● **REQUIREMENT**
Scan the entries below for the word "view" and copy every line in which it occurs.

● **DATA PROVIDED**

▽

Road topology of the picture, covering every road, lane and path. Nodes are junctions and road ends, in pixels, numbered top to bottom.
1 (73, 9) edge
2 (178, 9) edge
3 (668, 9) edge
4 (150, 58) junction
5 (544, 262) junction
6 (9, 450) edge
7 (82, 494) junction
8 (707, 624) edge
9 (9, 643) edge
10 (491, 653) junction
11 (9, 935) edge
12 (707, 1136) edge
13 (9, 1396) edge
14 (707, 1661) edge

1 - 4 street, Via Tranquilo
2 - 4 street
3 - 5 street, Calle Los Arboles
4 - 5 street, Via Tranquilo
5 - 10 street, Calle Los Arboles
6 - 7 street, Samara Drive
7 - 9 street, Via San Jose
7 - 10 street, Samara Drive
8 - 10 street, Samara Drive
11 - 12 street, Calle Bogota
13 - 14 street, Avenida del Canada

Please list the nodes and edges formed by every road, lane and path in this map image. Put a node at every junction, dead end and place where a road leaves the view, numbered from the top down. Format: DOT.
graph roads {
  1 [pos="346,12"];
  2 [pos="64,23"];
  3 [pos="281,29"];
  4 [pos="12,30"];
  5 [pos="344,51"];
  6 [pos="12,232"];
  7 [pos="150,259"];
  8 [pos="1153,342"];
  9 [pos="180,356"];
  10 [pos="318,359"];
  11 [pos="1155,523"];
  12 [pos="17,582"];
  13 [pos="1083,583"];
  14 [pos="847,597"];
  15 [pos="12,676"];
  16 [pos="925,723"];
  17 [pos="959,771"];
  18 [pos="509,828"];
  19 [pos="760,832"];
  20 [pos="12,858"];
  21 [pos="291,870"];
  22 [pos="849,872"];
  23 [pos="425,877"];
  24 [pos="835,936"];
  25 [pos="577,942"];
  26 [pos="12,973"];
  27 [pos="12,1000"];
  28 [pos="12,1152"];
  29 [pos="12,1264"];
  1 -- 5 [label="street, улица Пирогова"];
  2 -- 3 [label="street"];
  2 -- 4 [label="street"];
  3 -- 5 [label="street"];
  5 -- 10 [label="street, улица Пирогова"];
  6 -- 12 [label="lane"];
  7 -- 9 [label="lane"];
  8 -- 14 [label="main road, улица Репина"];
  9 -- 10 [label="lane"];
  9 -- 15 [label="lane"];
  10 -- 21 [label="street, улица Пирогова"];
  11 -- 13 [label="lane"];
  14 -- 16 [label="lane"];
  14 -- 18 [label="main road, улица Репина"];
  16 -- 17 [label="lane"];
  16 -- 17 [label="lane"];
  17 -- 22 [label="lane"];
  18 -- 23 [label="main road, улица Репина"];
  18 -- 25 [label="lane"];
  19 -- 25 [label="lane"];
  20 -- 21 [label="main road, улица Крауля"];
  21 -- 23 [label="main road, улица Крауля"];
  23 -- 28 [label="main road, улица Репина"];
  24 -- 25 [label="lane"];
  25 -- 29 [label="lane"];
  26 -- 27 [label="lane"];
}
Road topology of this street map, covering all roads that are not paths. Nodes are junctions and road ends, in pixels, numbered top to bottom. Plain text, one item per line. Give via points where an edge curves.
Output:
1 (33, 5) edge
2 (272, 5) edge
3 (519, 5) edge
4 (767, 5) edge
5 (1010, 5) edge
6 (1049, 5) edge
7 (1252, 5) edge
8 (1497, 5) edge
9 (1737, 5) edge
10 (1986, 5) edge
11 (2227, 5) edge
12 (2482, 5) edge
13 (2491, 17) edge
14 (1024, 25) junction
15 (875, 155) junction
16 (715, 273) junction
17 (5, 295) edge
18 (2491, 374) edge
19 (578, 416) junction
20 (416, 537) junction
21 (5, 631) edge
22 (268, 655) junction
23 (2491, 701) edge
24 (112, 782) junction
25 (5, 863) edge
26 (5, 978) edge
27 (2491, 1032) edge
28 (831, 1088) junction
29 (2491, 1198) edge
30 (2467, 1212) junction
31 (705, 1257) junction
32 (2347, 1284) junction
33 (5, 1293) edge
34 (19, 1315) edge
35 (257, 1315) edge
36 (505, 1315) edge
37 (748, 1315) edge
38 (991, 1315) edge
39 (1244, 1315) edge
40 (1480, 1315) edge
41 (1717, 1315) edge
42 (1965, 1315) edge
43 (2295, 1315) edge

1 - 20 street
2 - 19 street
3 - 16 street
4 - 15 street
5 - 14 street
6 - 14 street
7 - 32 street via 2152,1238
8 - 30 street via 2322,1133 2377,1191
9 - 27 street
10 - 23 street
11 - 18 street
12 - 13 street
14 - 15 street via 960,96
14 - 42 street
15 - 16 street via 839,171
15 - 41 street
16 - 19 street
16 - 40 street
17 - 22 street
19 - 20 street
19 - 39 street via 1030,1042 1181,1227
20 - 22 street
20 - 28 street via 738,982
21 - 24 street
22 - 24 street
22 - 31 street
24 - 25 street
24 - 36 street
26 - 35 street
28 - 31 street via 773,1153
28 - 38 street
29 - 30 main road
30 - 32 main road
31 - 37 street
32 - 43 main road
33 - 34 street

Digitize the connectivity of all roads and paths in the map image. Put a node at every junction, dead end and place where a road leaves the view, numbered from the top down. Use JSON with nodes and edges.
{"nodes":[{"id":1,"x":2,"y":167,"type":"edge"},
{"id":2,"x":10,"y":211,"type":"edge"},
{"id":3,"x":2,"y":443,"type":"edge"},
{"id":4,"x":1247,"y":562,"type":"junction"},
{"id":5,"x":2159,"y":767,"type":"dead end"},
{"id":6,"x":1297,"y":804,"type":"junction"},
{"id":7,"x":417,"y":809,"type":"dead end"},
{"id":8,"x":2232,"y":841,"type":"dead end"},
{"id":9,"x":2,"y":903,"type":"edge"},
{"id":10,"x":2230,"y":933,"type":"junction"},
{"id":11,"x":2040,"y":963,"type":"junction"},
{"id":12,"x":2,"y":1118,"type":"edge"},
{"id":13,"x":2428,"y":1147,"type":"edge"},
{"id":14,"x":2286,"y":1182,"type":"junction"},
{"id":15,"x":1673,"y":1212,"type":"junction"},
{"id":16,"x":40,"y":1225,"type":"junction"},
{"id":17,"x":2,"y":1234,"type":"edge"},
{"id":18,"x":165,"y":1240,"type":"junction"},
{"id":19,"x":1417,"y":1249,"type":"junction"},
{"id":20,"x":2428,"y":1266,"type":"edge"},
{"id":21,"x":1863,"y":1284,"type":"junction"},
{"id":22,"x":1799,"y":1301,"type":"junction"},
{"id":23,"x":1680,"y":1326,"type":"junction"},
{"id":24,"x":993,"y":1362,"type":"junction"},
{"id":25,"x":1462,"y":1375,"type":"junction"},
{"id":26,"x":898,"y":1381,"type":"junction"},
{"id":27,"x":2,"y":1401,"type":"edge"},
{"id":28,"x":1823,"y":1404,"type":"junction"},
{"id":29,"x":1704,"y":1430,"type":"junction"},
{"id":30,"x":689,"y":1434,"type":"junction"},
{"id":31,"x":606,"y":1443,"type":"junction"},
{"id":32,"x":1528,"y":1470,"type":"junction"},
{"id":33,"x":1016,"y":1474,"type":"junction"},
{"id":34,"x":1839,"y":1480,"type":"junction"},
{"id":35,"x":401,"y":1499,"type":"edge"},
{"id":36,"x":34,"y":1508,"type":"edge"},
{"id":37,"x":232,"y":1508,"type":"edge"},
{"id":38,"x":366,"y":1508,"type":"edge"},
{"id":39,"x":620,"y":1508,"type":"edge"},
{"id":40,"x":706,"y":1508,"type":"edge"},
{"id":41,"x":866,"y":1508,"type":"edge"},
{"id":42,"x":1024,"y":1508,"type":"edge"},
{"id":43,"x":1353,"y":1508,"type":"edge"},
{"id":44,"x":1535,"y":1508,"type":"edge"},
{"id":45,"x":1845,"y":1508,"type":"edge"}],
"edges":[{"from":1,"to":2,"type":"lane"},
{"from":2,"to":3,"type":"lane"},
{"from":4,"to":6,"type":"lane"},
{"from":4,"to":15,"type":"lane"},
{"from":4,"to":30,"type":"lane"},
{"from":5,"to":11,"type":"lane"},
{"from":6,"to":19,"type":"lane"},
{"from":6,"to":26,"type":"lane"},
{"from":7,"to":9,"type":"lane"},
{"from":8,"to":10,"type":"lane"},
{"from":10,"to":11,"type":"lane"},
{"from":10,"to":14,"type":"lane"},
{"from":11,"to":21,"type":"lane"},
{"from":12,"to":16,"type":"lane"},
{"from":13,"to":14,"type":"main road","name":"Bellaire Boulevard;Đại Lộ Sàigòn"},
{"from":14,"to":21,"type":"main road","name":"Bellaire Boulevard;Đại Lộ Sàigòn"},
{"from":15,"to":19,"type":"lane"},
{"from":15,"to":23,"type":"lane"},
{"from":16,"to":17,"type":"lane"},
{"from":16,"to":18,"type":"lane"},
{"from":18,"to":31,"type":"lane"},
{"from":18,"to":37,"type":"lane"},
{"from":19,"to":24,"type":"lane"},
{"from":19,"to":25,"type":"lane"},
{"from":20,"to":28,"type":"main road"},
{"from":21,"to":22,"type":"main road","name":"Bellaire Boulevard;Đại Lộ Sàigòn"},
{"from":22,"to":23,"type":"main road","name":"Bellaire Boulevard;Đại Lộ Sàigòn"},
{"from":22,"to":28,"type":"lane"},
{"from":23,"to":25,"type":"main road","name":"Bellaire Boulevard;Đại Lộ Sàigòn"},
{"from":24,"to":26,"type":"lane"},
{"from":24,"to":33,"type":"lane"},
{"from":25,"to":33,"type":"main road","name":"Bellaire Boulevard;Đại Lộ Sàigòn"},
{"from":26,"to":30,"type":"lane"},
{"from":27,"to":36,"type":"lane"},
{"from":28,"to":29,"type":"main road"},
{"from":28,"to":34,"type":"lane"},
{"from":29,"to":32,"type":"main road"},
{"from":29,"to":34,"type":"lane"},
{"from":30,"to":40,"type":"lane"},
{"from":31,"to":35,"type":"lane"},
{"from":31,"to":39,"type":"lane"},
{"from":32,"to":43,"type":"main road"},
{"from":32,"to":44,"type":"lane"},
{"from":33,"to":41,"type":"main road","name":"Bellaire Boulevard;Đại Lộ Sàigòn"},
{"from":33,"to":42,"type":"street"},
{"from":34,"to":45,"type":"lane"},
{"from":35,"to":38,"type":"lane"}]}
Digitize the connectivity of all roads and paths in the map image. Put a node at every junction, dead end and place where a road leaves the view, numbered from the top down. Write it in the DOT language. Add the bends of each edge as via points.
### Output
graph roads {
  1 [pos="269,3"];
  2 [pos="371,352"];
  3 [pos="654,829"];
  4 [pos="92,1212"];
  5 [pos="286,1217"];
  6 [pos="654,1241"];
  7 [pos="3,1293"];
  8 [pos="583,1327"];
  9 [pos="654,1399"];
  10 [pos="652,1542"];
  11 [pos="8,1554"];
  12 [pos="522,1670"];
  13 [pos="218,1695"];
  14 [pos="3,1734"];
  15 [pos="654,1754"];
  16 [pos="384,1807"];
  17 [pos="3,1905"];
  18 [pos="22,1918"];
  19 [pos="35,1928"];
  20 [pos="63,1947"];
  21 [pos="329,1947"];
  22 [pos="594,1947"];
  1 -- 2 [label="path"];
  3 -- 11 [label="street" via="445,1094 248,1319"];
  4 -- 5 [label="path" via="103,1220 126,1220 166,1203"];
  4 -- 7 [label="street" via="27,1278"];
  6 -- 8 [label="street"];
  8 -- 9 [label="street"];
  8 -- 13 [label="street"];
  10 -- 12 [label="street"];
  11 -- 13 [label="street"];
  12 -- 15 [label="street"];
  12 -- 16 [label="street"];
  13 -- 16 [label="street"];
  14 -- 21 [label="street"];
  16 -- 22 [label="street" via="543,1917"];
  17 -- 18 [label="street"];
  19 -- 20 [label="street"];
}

△

● **ANSWER SECTION**
Please list the nodes and edges formed by every road, lane and path in this map image. Put a node at every junction, dead end and place where a road leaves the view, numbered from the top down. Format: DOT.
Digitize the connectivity of all roads and paths in the map image. Put a node at every junction, dead end and place where a road leaves the view, numbered from the top down. Use JSON with nodes and edges.
Digitize the connectivity of all roads and paths in the map image. Put a node at every junction, dead end and place where a road leaves the view, numbered from the top down. Write it in the DOT language. Add the bends of each edge as via points.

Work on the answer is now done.